El mismo criterio debería aplicarse a Sarah en RTVE.
Una idea debe juzgarse por sus argumentos y evidencias, no solamente por el plató desde el que se pronuncia.
Pero las indirectas hacia otros programas tienen una historia detrás
La tensión tampoco nace de cero.
Santaolalla mantuvo meses atrás un enfrentamiento muy serio con Antonio Naranjo en En boca de todos. En marzo de 2026 llegó a abandonar llorando el plató después de una discusión en la que Naranjo cuestionó públicamente aspectos relacionados con unas lesiones que ella había denunciado. Días después, él volvió a responder y rechazó haberla acosado. Todo ese enfrentamiento está documentado en la propia web de Cuatro.
Eso permite entender por qué cualquier referencia actual de Santaolalla hacia determinados programas, Telemadrid o determinados comunicadores genera inmediatamente interpretaciones.
Pero conviene no ir más allá de lo demostrado.
Cuando terminó hablando de personas que pretendían “dar lecciones”, no identificó inequívocamente cada destinatario de sus insultos. Por tanto, atribuir cada frase concreta a Antonio Naranjo, Iker Jiménez u otra figura sería una interpretación periodística, no un hecho.

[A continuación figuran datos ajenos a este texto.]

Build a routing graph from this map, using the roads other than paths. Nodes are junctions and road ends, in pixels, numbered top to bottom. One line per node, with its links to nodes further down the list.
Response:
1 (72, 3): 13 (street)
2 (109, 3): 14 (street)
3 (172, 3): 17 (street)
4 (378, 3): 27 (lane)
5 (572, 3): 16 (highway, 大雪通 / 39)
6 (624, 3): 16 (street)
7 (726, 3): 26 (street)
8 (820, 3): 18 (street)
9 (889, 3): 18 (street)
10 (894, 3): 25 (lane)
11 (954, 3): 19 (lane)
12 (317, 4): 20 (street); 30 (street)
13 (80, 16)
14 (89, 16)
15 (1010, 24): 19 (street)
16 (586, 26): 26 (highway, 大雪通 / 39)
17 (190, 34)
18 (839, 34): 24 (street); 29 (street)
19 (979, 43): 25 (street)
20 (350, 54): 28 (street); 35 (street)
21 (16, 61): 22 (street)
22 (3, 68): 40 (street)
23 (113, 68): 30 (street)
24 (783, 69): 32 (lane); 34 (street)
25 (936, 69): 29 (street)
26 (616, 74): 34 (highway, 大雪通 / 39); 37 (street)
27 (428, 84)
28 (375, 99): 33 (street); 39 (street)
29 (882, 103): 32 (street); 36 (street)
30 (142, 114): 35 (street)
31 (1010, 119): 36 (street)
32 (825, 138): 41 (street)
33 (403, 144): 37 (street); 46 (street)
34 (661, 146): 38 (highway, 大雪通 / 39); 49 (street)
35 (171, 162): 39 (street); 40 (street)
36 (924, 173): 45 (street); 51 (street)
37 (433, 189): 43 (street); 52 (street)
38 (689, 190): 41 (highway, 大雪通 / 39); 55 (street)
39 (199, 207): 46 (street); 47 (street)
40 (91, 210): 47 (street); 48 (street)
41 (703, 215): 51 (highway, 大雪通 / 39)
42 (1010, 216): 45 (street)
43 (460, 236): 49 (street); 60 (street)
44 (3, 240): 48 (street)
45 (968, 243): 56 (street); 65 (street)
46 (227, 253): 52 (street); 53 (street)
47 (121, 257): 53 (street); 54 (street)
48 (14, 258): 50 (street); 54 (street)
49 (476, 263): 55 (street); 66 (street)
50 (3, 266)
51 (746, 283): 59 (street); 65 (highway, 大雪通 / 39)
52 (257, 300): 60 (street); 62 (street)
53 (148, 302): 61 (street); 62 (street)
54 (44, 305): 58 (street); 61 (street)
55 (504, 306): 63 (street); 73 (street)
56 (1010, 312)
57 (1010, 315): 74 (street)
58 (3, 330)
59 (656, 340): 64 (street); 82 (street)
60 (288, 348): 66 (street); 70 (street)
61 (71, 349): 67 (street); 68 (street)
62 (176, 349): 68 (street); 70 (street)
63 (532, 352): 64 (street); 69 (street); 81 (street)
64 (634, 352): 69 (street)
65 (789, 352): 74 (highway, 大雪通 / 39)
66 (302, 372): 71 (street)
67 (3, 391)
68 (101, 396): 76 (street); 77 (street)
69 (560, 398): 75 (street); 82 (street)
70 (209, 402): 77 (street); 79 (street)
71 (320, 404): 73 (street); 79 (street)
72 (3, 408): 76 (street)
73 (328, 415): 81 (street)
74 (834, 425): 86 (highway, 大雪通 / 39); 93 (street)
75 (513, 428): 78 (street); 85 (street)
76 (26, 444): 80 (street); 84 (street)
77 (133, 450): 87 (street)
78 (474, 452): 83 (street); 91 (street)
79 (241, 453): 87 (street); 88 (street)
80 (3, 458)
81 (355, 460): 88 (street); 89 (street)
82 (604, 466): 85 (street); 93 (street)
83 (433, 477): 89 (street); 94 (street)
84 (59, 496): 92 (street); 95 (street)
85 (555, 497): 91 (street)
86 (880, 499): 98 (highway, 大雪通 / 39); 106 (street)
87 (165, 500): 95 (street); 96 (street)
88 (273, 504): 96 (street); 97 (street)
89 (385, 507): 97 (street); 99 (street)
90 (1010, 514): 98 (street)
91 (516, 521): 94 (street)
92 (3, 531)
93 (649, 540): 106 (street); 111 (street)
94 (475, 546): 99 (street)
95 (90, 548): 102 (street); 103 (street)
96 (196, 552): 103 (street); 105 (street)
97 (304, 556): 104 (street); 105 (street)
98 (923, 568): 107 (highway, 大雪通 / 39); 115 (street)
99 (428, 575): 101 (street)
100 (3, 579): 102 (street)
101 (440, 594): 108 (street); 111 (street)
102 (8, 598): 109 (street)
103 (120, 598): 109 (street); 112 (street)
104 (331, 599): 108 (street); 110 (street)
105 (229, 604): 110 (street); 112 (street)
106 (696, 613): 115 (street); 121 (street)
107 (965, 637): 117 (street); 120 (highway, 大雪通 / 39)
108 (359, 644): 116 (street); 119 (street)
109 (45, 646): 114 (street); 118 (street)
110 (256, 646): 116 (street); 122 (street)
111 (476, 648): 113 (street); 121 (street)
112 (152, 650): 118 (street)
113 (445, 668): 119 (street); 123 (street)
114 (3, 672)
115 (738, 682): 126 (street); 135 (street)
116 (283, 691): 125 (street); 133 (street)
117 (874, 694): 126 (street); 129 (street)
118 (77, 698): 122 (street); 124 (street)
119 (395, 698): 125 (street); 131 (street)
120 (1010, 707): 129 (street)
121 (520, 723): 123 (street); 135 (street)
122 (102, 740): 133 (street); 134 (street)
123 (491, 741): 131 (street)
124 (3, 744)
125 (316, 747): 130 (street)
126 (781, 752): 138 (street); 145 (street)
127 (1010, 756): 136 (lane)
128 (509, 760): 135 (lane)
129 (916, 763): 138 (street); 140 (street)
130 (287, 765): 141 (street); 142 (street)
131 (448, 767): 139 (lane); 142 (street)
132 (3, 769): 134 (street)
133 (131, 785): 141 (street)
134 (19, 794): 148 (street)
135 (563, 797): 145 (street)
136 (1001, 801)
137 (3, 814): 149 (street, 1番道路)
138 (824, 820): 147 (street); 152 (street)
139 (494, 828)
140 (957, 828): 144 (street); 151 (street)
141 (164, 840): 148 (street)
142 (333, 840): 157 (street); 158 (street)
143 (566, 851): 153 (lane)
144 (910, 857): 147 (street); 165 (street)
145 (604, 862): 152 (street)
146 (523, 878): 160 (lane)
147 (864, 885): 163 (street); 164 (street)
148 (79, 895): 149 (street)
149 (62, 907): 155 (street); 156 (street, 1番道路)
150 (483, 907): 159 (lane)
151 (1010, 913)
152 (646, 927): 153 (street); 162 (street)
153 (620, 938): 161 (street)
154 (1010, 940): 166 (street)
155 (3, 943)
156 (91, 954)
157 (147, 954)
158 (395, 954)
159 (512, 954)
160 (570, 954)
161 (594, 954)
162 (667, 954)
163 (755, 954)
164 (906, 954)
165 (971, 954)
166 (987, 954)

Esa diferencia también importa.
La referencia a Luis Rubiales sí tiene una base concreta
Santaolalla criticó además a programas que reclaman respuestas del feminismo mientras ofrecen espacio televisivo a Luis Rubiales.
Aquí puede identificarse al menos un contexto evidente.

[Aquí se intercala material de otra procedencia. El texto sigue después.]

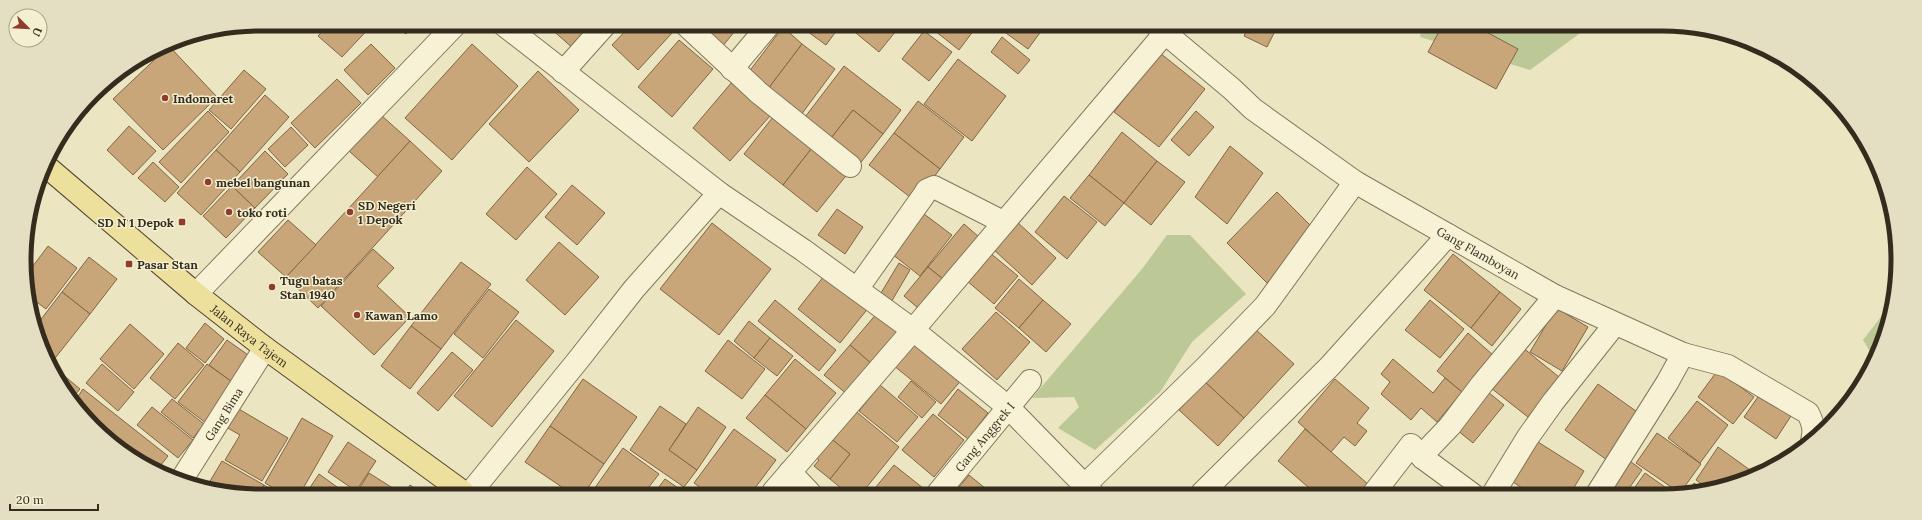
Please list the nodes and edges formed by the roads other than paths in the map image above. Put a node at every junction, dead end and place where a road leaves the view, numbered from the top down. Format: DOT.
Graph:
graph roads {
  1 [pos="449,31"];
  2 [pos="512,31"];
  3 [pos="600,31"];
  4 [pos="692,31"];
  5 [pos="764,31"];
  6 [pos="1160,31"];
  7 [pos="1162,31"];
  8 [pos="732,69"];
  9 [pos="563,72"];
  10 [pos="850,166"];
  11 [pos="50,169"];
  12 [pos="1355,182"];
  13 [pos="719,193"];
  14 [pos="1003,222"];
  15 [pos="1448,235"];
  16 [pos="857,289"];
  17 [pos="196,294"];
  18 [pos="1555,296"];
  19 [pos="1615,324"];
  20 [pos="913,330"];
  21 [pos="265,348"];
  22 [pos="1683,354"];
  23 [pos="1030,381"];
  24 [pos="1008,407"];
  25 [pos="1814,431"];
  26 [pos="1423,458"];
  27 [pos="790,472"];
  28 [pos="184,476"];
  29 [pos="460,489"];
  30 [pos="473,489"];
  31 [pos="776,489"];
  32 [pos="807,489"];
  33 [pos="941,489"];
  34 [pos="1089,489"];
  35 [pos="1206,489"];
  36 [pos="1378,489"];
  37 [pos="1465,489"];
  38 [pos="1496,489"];
  39 [pos="1600,489"];
  1 -- 17 [label="street"];
  2 -- 9 [label="street"];
  3 -- 9 [label="street"];
  4 -- 8 [label="street"];
  5 -- 8 [label="street"];
  6 -- 14 [label="street"];
  7 -- 12 [label="street, Gang Flamboyan"];
  8 -- 10 [label="street"];
  9 -- 13 [label="street"];
  11 -- 17 [label="main road, Jalan Raya Tajem"];
  12 -- 15 [label="street, Gang Flamboyan"];
  12 -- 34 [label="street"];
  13 -- 16 [label="street"];
  13 -- 30 [label="street"];
  14 -- 16 [label="street"];
  14 -- 20 [label="street"];
  15 -- 18 [label="street, Gang Flamboyan"];
  15 -- 35 [label="street"];
  16 -- 20 [label="street"];
  17 -- 21 [label="main road, Jalan Raya Tajem"];
  18 -- 19 [label="street, Gang Flamboyan"];
  18 -- 26 [label="street"];
  19 -- 22 [label="street, Gang Flamboyan"];
  19 -- 38 [label="street"];
  20 -- 24 [label="street"];
  20 -- 27 [label="street"];
  21 -- 28 [label="street, Gang Bima"];
  21 -- 29 [label="main road, Jalan Raya Tajem"];
  22 -- 25 [label="street, Gang Flamboyan"];
  22 -- 39 [label="street"];
  23 -- 24 [label="street, Gang Anggrek I"];
  24 -- 33 [label="street, Gang Anggrek I"];
  24 -- 34 [label="street"];
  26 -- 36 [label="street"];
  26 -- 37 [label="street"];
  27 -- 31 [label="street"];
  27 -- 32 [label="street"];
}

En boca de todos contó recientemente con Rubiales para hablar sobre el Mundial de 2030 y volvió a darle espacio días después en un enfrentamiento con Pablo Fernández. Las propias páginas oficiales de Cuatro registran sus apariciones del 7 y 10 de agosto.
Y hay otro detalle que merece precisión jurídica.
Rubiales fue condenado en 2025 por un delito de agresión sexual por el beso no consentido a Jennifer Hermoso. La Audiencia Nacional confirmó posteriormente la multa de 10.800 euros. Fue absuelto, sin embargo, del delito de coacciones.
Por eso conviene utilizar exactamente la denominación judicial: condenado por agresión sexual.
No todas las etiquetas más agresivas utilizadas durante una tertulia son jurídicamente intercambiables.